1) I am on a new routine -- sleep early, get at least 6 hours of sleep, wake up early, go backto doing yoga, get to work on time, less coffee, more water, less chicken, more variety... People keep wondering what brought about the change. I just smile. No special reason. This is just me improving me.

2) No matter how nice guys seem, at some point in time, they do "jerk"y things. 'Nuff said.

3) Some people are engery suckers. It is exhausting to be around them as the kill the positive vibe altogether. They talk about themselves ALL the time and won't take less than 100% of your attention...even if they know that you are busy. They play games and grovel when their games backfire. Thinking that the world revolves around them, they twist every situation to their advantage without thought of how it affects people. I know a few of these "vampires"... and I've learned to stay away from them.

4) Jeng texted me the other day while she was watching the Ateneo-UE game. We used to trek to Araneta, specifically for the Ateneo-La Salle games, with our blue shirts, blue paint and the cheers we memorized by heart. Ateneo actually lost in probably around 70% of the games I watched. Hehe. But it doesn't matter. Win or lose, it's the school we choose... I miss watching those games...

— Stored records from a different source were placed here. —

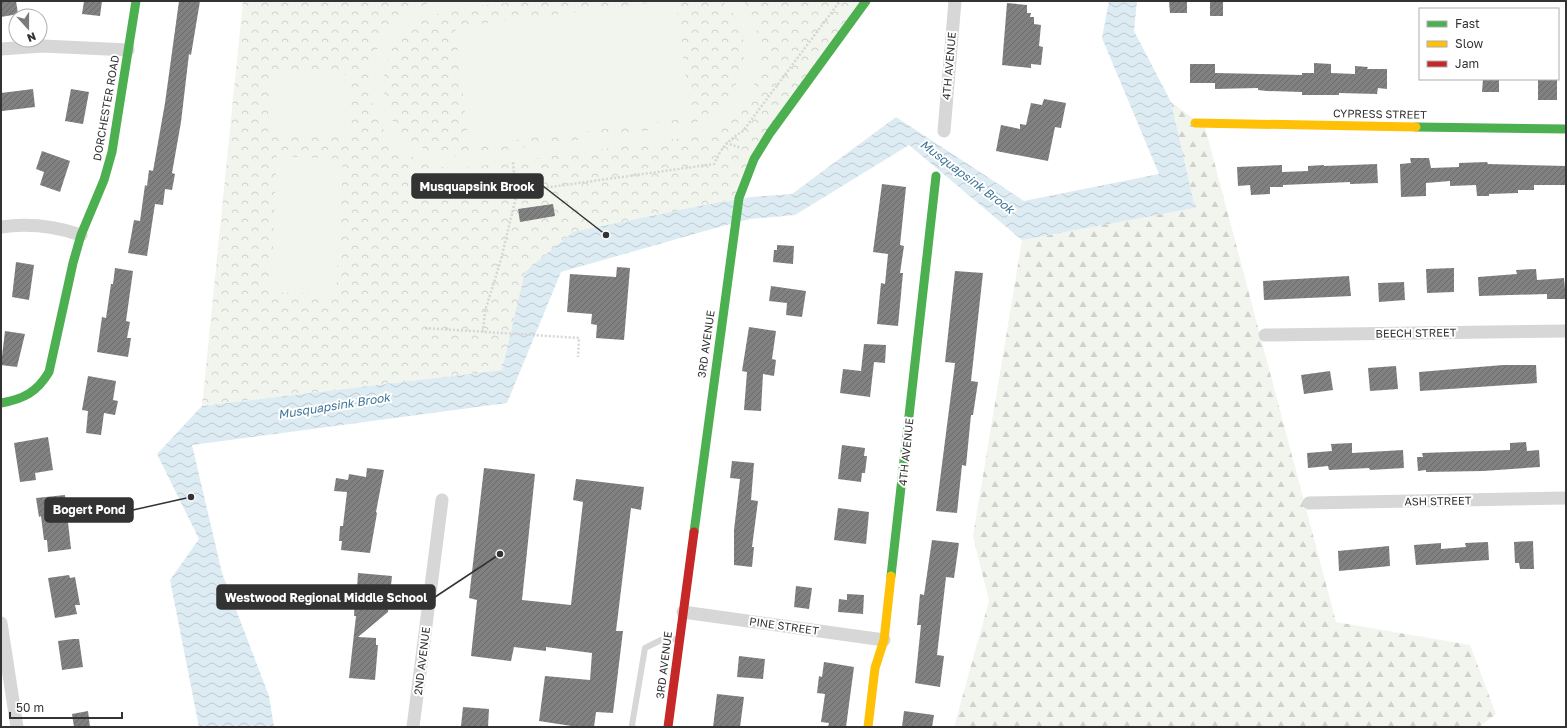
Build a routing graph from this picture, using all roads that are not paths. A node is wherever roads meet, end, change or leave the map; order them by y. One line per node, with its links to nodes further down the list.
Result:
1 (136, 1): 5 (street, DORCHESTER ROAD)
2 (866, 1): 18 (street, 3RD AVENUE)
3 (955, 1): 8 (street, 4TH AVENUE)
4 (1, 49): 5 (street)
5 (128, 50): 11 (street, DORCHESTER ROAD)
6 (1194, 123): 7 (street, CYPRESS STREET)
7 (1566, 129)
8 (944, 131)
9 (936, 176): 21 (street, 4TH AVENUE)
10 (1, 228): 11 (street)
11 (81, 235): 14 (street, DORCHESTER ROAD)
12 (1566, 331): 13 (street, BEECH STREET)
13 (1266, 336)
14 (1, 403)
15 (1566, 498): 17 (street, ASH STREET)
16 (442, 500): 23 (street, 2ND AVENUE)
17 (1309, 503)
18 (683, 612): 20 (street, 3RD AVENUE); 21 (street, PINE STREET)
19 (1, 623): 22 (street)
20 (679, 639): 24 (lane); 25 (street, 3RD AVENUE)
21 (884, 640): 26 (street, 4TH AVENUE)
22 (17, 727)
23 (413, 727)
24 (633, 727)
25 (668, 727)
26 (868, 727)

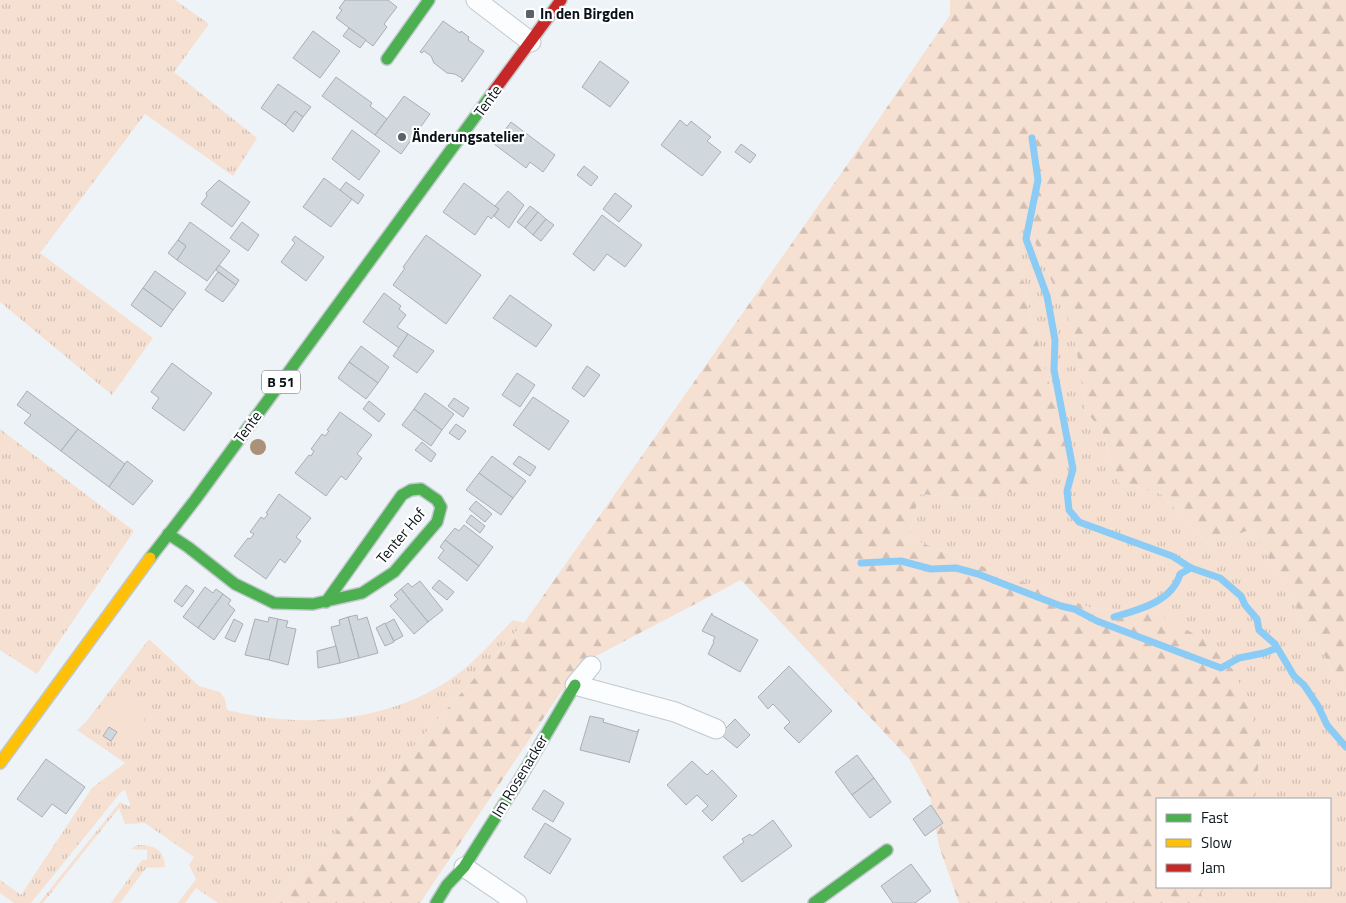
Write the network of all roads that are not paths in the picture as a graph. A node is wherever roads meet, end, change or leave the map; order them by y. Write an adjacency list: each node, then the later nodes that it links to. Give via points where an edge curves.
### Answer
1 (429, 0): 5 (street)
2 (476, 0): 4 (street)
3 (561, 0): 4 (street, Tente / B 51)
4 (531, 42): 6 (street, Tente / B 51)
5 (387, 60)
6 (168, 534): 7 (street, Tenter Hof, via 234,584 274,603); 11 (street, Tente / B 51)
7 (326, 602): 7 (street, Tenter Hof, via 362,593 394,572 437,522 441,507 437,500 421,488 402,495)
8 (591, 666): 9 (street, Im Rosenacker)
9 (575, 685): 10 (street, via 675,712); 13 (street, Im Rosenacker)
10 (716, 729)
11 (0, 763)
12 (887, 850): 16 (street)
13 (464, 867): 14 (street, Im Rosenacker); 15 (street)
14 (436, 903)
15 (517, 903)
16 (814, 903)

5) Felicity just gave me this brilliant idea. Jeng is leaving for Barcelona real soon. Sigh. She won't be a 3 hour, 300 SGD plane ride away. Instead of sending her snail mail, I will be sending her voice tapes. It will just be like talking to her. How cool (or weird) is that?!

6) It is always great to start or end the day connecting with friends - whether they are miles away, on a different timezone or ya, the next room... Rocky fills my day with laughter. Marian updates me with the latest Manila news. And Trish and I have this Saturday morning lazy-to-get-out-of-bed-lets-chat-on-yahoo-with-webcam routine...To whoever invented instant messaging, I love you :)

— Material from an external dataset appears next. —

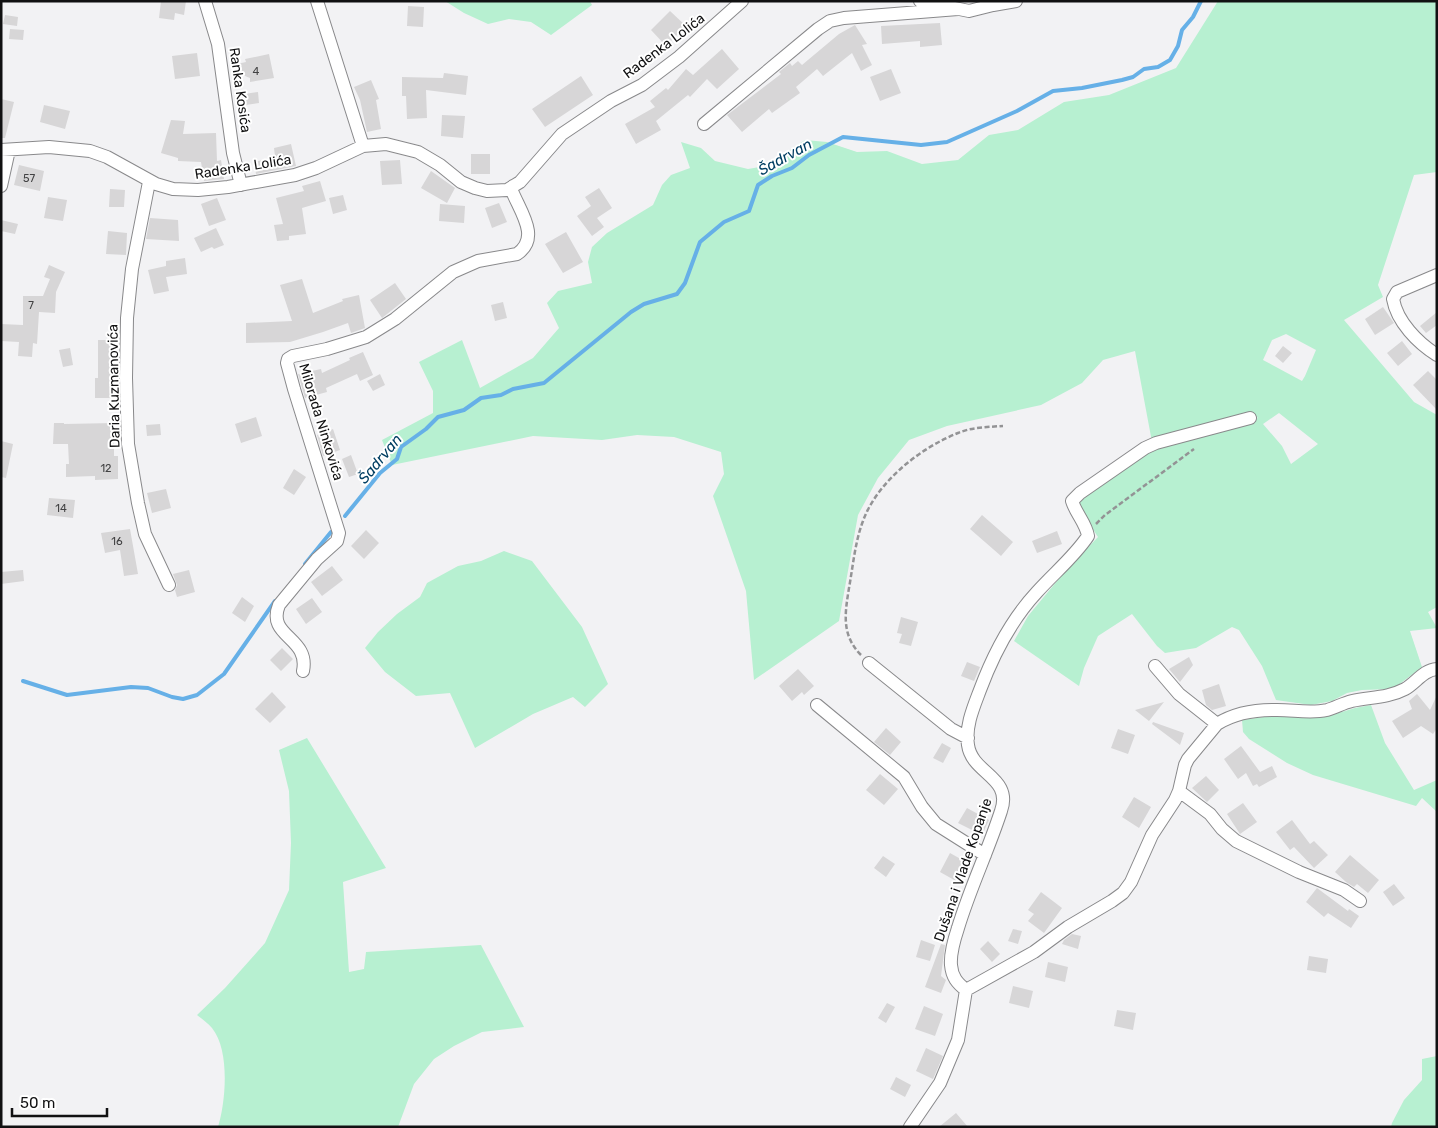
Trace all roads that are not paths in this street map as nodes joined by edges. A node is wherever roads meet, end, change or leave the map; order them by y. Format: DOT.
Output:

7) Trust and honesty are very important. It feels good when someone says "You have my trust".

8) I saw a super cute baby over lunch. Mom was Chinese, and Dad was Caucasian. This proves my long standing conviction that products of inter-racial marriages are physically stunning. The mix is just perfect. I wonder how the baby will look like if its an Asian mom and an African-american dad. Hahaha.

9) I don't particuarly love the beach, but I'm looking forward to this weekend. Rhea and I will be going on our first out of Singapore trip! Wohoo! Snorkeling, Kayaking and the spa --- it will be extremely chill.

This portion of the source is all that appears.